Torino in verde
In un periodo di crisi profonda, la Citta' della Mole prova a sfoggiare un guardaroba rinnovato. Che punta sui toni del verde.
Sta anche provando, tra i vari travestimenti nella ricerca di un’identità meno unitaria e più “flessibile” – come si addice ai dettami della post-modernità – a mettersi in verde: e lo fa partendo da una delle zone simboliche, l’ex area siderurgica un tempo scenario degli stabilimenti industriali Savigliano, Michelin e della Fiat Ferriere Piemontesi. Due milioni di metri quadri (la cosiddetta Spina 3) che sono oggetto di una riqualificazione urbana voluta da Comune e Regione, con lo zampino dell’Unione Europea. E’ nato così il Piano Strategico di Torino Internazionale, che guarda a servizi, ricerca e produzione avanzata come alla nuova linfa da succhiare per sopravvivere.
Guardare oltre
Il ponte tra ciò che sembra sorpassato e l’inevitabile ricerca di nuove strade ha una natura sfaccettata. Una di queste facce è l’Environment Park, 15.000 metri quadri di parco scientifico e tecnologico che ospita imprese, centri di ricerca e laboratori nel settore ambientale (per i 2/3) e delle nuove tecnologie. Realizzato – a partire dal 1997 - con investimenti per circa 40.000 euro, l’EP è figlio del processo di riqualificazione urbana della Spina 3, che richiede la bonifica di aree abbandonate e spesso inquinate, la riscoperta delle sponde del fiume Dora e l’uso del verde come trait d’union tra giardino, fiume e parco tecnologico. Con un piglio un po’ snob la chiamano land architecture, questa tendenza ecologista e ambientale che aspira a lasciare il segno minimizzando le tracce artificiali. Ecco così comparire grandi vetrate, tetti ricoperti di prato, soluzioni e accorgimenti in nome della sostenibilità, concetto ormai di gran moda – oltre che di gran necessità – tra le imprese italiane e non. Sostenibilità nella forma e nel contenuto, visto che all’EP la maggior parte delle aziende è votata alla ricerca di tecnologie pulite, al management ambientale, alla bioarchitettura e al turismo sostenibile.
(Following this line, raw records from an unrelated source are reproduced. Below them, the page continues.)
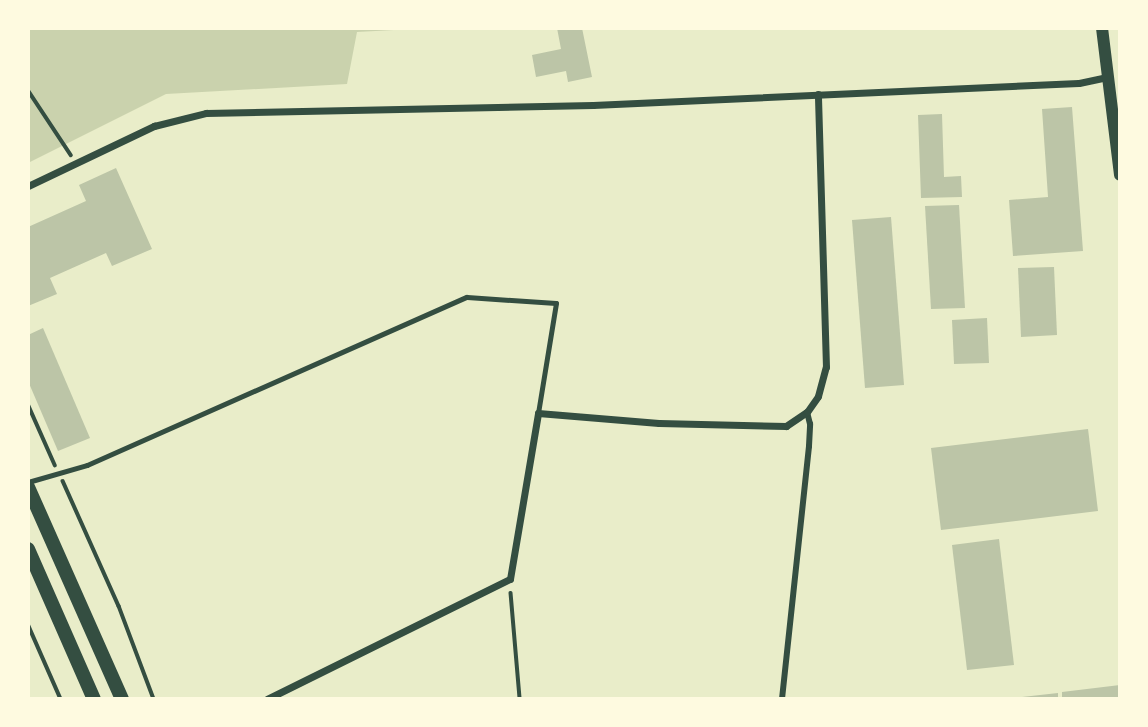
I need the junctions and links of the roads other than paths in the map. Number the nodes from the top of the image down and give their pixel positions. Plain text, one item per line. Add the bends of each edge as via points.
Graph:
1 (1102, 28) edge
2 (1108, 78) junction
3 (818, 94) junction
4 (1120, 175) edge
5 (28, 186) edge
6 (807, 412) junction
7 (538, 413) junction
8 (28, 482) edge
9 (28, 487) edge
10 (28, 549) edge
11 (94, 699) edge
12 (122, 699) edge
13 (267, 699) edge
14 (782, 699) edge

1 - 2 street
2 - 3 street
2 - 4 street
3 - 5 street via 593,106 206,113 154,126
3 - 6 street via 826,368 818,396
6 - 7 street via 786,426 659,423
6 - 14 street via 809,446
7 - 8 lane via 556,303 467,297 88,465
7 - 13 street via 510,579
9 - 12 main road
10 - 11 main road

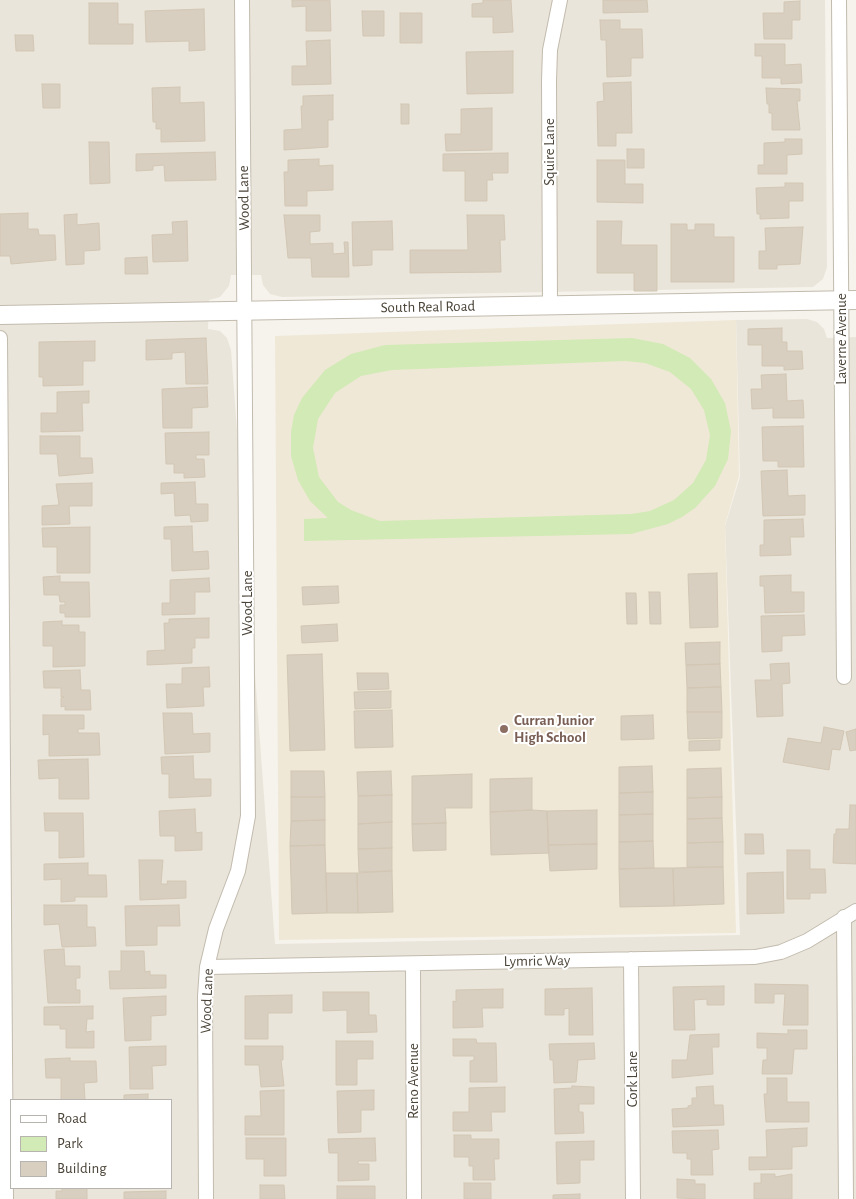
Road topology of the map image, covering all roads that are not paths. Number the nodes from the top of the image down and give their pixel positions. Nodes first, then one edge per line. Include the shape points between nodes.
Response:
1 (242, 0) edge
2 (560, 0) edge
3 (839, 0) edge
4 (848, 300) edge
5 (550, 305) junction
6 (246, 310) junction
7 (0, 315) edge
8 (0, 338) edge
9 (844, 677) dead end
10 (850, 914) edge
11 (631, 960) junction
12 (413, 964) junction
13 (207, 967) junction
14 (6, 1199) edge
15 (206, 1199) edge
16 (414, 1199) edge
17 (633, 1199) edge
18 (846, 1199) edge

1 - 6 street, Wood Lane
2 - 5 street, Squire Lane via 550,50
3 - 4 street, Laverne Avenue
4 - 5 street, South Real Road
4 - 9 street, Laverne Avenue
5 - 6 street, South Real Road
6 - 7 street, South Real Road
6 - 13 street, Wood Lane via 248,816 238,871 216,929
8 - 14 street
10 - 11 street, Lymric Way via 807,941 772,954
10 - 18 street
11 - 12 street, Lymric Way
11 - 17 street, Cork Lane
12 - 13 street, Lymric Way
12 - 16 street, Reno Avenue
13 - 15 street, Wood Lane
L’EP ha mantenuto le promesse? Per scoprirlo, abbiamo rivolto qualche domanda a uno dei suoi inquilini, Alessandro Falcone, giovane imprenditore e torinese d’adozione da più di dieci anni.
IP: Qual è il legame tra EP e Torino?
A.F.: Quando spiego dove lavoro, molti torinesi mi rispondono:”Ah, ma allora lei lavora in quelle palazzine tutte strane ricoperte di piante...”. Credo che EP avrà bisogno di qualche anno prima di avere una sua connotazione precisa per la città.
IP: Come procede il recupero del Fiume Dora?
A.F.: Purtroppo non procede. Attualmente quell’area è un cantiere edile di privati: dal Cinema Multisala Medusa (appena inaugurato) ai lavori di costruzione di un grande centro commerciale.
IP: E la mostra permanente sullo sviluppo di questa area urbana?
A.F.: La mostra, peraltro molto bella, non è più ospitata all’interno dell’EP. Chissà perchè, ma l’hanno spostata in un’area espositiva su Corso Casale (il viale che fiancheggia il Po).
IP: Secondo te l’EP può essere visto come un polo di attrazione turistico?
A.F.: Non credo. Gli unici interessati a visitarlo sono, per il momento, architetti e ingegneri, o studiosi e politici (anche stranieri) che vogliono capire come dal nulla si sia riusciti ad inventare un polo di aziende che operano nel medesimo ambito (una specie di distretto industriale dei servizi).
IP: In cosa in particolare riconosci il cambiamento di Torino degli ultimi anni?
A.F.: Il contrasto tra due diverse organizzazioni del lavoro (fordista e post-fordista) e tra due generazioni, si specchia nella vita della città. Solo dieci anni fa, quando sono arrivato qui, Torino era molto più vuota la sera (anche per i turni di lavoro nelle fabbriche), mentre ora i locali sono molto frequentati. L’estate, poi, è un termometro preciso di un nuovo genere di vitalità, legata al settore terziario: l’amministrazione pubblica l’ha capito e offre una discreta varietà di spettacoli nella zona dei Murazzi, dei Giardini Reali e della Cavallerizza.